November 29, 2025 · 6 min read
Taxpayer Tax Pro

The distribution of appreciated property by an S corp to its shareholders is treated under § 311(b) as if the corporation sold the property at fair market value. Gain is recognized at the corporate level and flows through under § 1366. The result: no cash distribution, full appreciation taxed. This is structurally distinct from partnership distributions, which are generally non-recognition under § 731(b).

The structural asymmetry. Operating activity inside an S corp is efficient (SE tax savings, payroll-based reasonable compensation, basis tracking). Real property inside an S corp is inefficient because (a) § 311(b) makes any exit distribution a recognition event; (b) there is no S corp analog to the partnership § 754 step-up; (c) trapped gain in the corp survives shareholder changes. The standard architecture isolates real property in a partnership-taxed LLC outside the S corp and leases back under arm’s length terms.

The mechanic — § 311(b)

If a corporation distributes property to a shareholder and the FMV of the property exceeds adjusted basis, the corporation is treated as having sold the property at FMV. Loss is not recognized on a distribution under § 311(a), only gain. Gain character follows the asset (§ 1250 real property; § 1245 for cost-seg’d components; § 1231 overall).

For an S corp, the recognized gain passes through under § 1366 to the shareholder, increasing stock basis by the gain amount. The distribution then reduces basis under § 1368. Net result: shareholder is in roughly the same basis position as before but has paid current tax on the appreciation.

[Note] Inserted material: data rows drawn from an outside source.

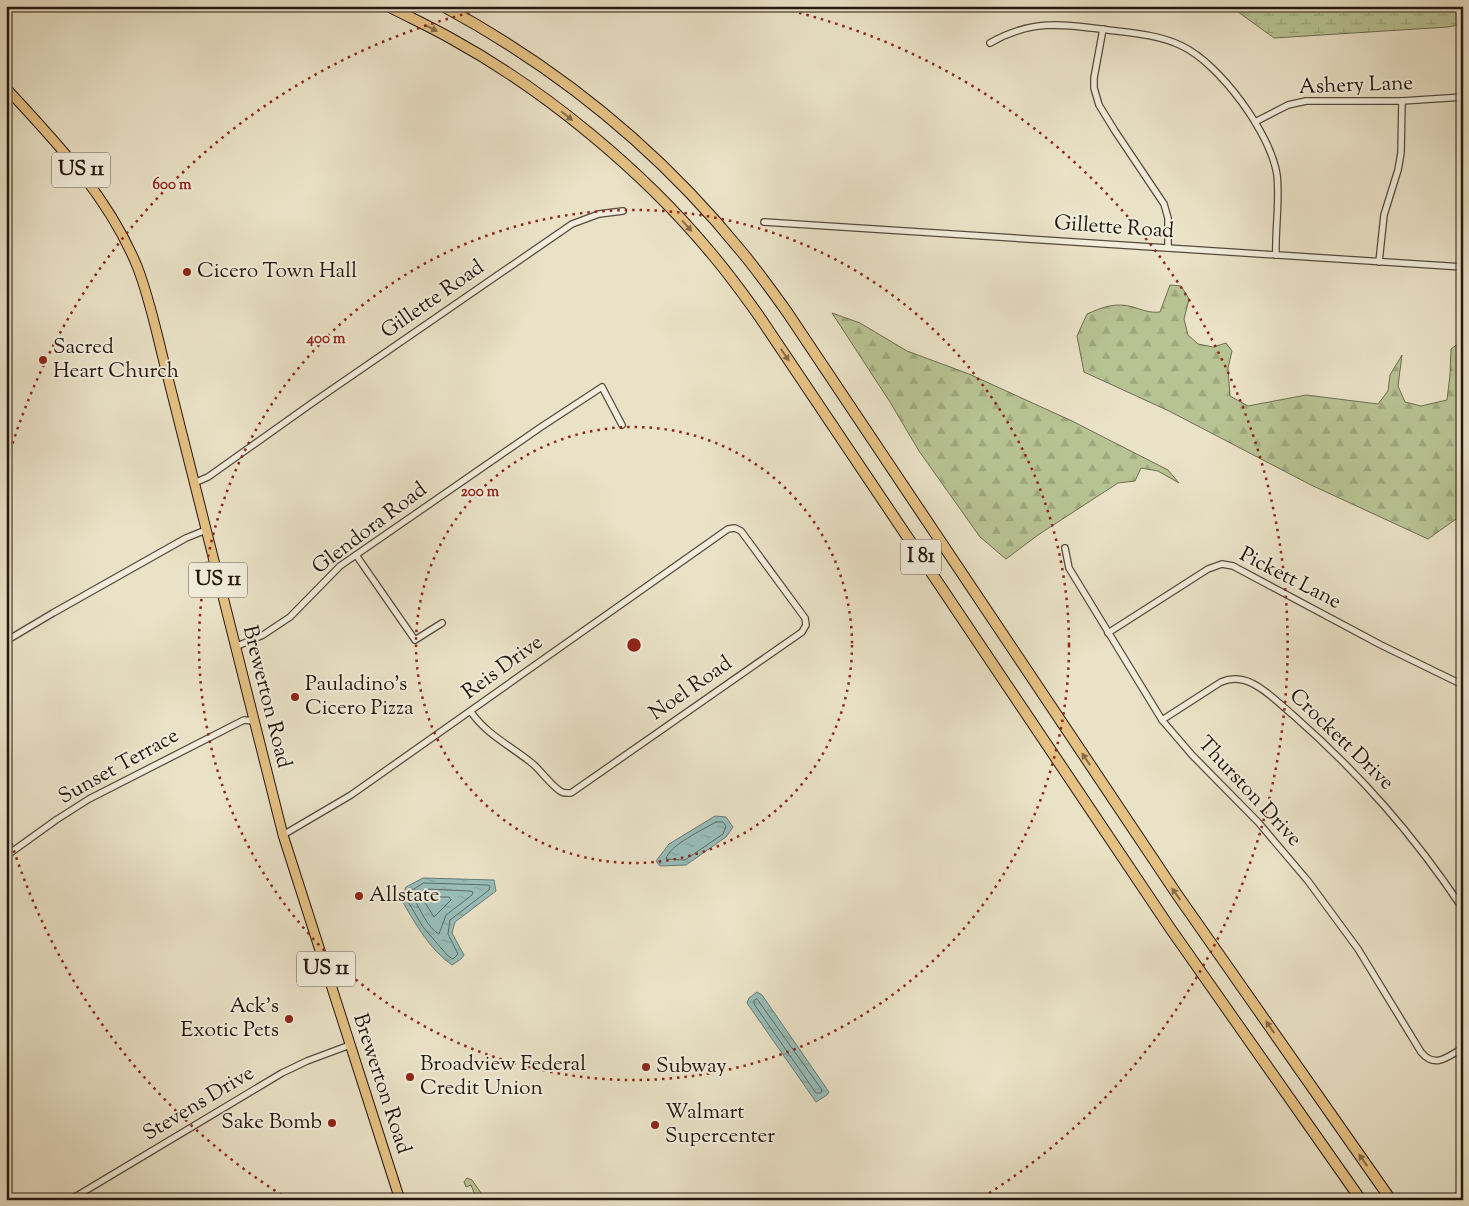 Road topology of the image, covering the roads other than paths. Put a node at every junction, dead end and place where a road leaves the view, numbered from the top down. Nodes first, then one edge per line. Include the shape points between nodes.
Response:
1 (388, 6) edge
2 (443, 6) edge
3 (1103, 29) junction
4 (990, 43) dead end
5 (6, 88) edge
6 (1463, 97) edge
7 (1402, 101) junction
8 (1255, 122) junction
9 (623, 211) dead end
10 (764, 222) dead end
11 (1168, 248) junction
12 (1276, 255) junction
13 (1379, 262) junction
14 (1463, 267) edge
15 (622, 425) dead end
16 (194, 483) junction
17 (206, 530) junction
18 (741, 531) joint
19 (1065, 548) dead end
20 (356, 555) junction
21 (442, 623) dead end
22 (1108, 633) junction
23 (6, 641) edge
24 (235, 647) junction
25 (1463, 685) edge
26 (471, 712) junction
27 (1162, 720) junction
28 (254, 721) junction
29 (283, 835) junction
30 (6, 856) edge
31 (1463, 909) edge
32 (350, 1045) junction
33 (1463, 1048) edge
34 (70, 1200) edge
35 (400, 1200) edge
36 (1360, 1200) edge
37 (1391, 1200) edge

1 -> 36 highway, I 81 via 452,39 554,106 645,182 711,252 765,324 1170,928
37 -> 2 highway, I 81 via 1176,893 787,312 742,251 673,175 588,100 532,59
3 - 4 street via 1053,24 1031,26
3 - 8 street via 1152,36 1184,46 1217,72
3 - 11 street via 1094,78 1099,105 1164,204 1168,218
5 - 16 main road, Brewerton Road / US 11 via 87,179 110,213 137,266 148,298
6 - 7 street, Ashery Lane
7 - 8 street, Ashery Lane via 1296,102
7 - 13 street via 1401,153 1384,215
8 - 12 street via 1277,175
9 - 16 street, Gillette Road via 599,214 572,224 208,477
10 - 11 street, Gillette Road
11 - 12 street, Gillette Road
12 - 13 street, Gillette Road
13 - 14 street, Gillette Road
15 - 20 street, Glendora Road via 602,387
16 - 17 main road, Brewerton Road / US 11
17 - 23 street
17 - 24 main road, Brewerton Road / US 11
18 - 26 street, Reis Drive via 735,528 724,531
18 - 26 street, Noel Road via 800,609 806,625 802,632 579,788 565,794 558,790 532,763 502,743
19 - 22 street, Thurston Drive via 1069,568
20 - 21 street via 415,640
20 - 24 street, Glendora Road via 340,566 290,617 263,635
22 - 25 street, Pickett Lane via 1208,569 1222,564 1233,566
22 - 27 street, Thurston Drive
24 - 28 main road, Brewerton Road / US 11
26 - 29 street, Reis Drive via 351,794
27 - 31 street, Crockett Drive via 1221,682 1242,679 1256,686 1316,735 1378,797
27 - 33 street, Thurston Drive via 1258,822 1308,881 1358,949 1426,1058 1441,1060
28 - 29 main road, Brewerton Road / US 11
28 - 30 street, Sunset Terrace via 238,722 105,790
29 - 32 main road, Brewerton Road / US 11
32 - 34 street, Stevens Drive via 282,1073
32 - 35 main road, Brewerton Road / US 11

The contrast with partnerships

Under § 731(b), a partnership generally does not recognize gain on a distribution of property to a partner. The distributee partner takes a carryover basis under § 732(a) (limited to outside basis in non-liquidating distributions) and recognizes gain only when the property is subsequently sold.

The § 754 election with § 743(b) step-up adjusts the basis of partnership property to FMV on transfer of a partnership interest (death, sale). No S corp equivalent exists; built-in gain in an S corp asset is not stepped up on shareholder changes.

Why it bites

Mitigation strategies (limited)

  1. Don’t put it there. Future acquisitions go into a separate partnership-taxed LLC.
  2. Hold and depreciate. If the property is not going to be distributed or sold, the trapped gain doesn’t crystallize. Depreciation continues to shelter rental income.
  3. F-reorganization + asset sale. Pre-sale, an F-reorganization converts the historical S corp to a new entity, with the operating assets sold by the new corp and real property potentially repositioned. Complex; coordinated with M&A counsel.
  4. Pre-sale § 1031 exchange. Exchange the building (inside the S corp) for replacement property, deferring gain. Subsequent distribution of the replacement is still § 311(b) taxable; the exchange only defers, doesn’t fix.
  5. Sale to a related LLC at FMV with installment treatment. Recognizes gain but spreads it; valuation needs to be defensible (appraisal).
  6. Wait for liquidation under § 1374. Built-in gains tax window for converted C corps; not a fix for native S corps but relevant for some conversions.

Self-rental implications

Even when properly structured (real property in a partnership-taxed LLC, leased to the S corp), the self-rental rule under § 1.469-2(f)(6) recharacterizes net rental income as non-passive. The grouping election under § 1.469-4(d)(1) is typically appropriate; see the self-rentals article for the disclosure mechanics.

Conversion considerations

An existing S corp holding real property generally cannot “move” the property to a partnership without triggering recognition. The structural problem is asymmetric: easy to create, hard to undo. Document client conversations contemporaneously when an S corp client first contemplates a real estate acquisition to prevent the structure from forming in error.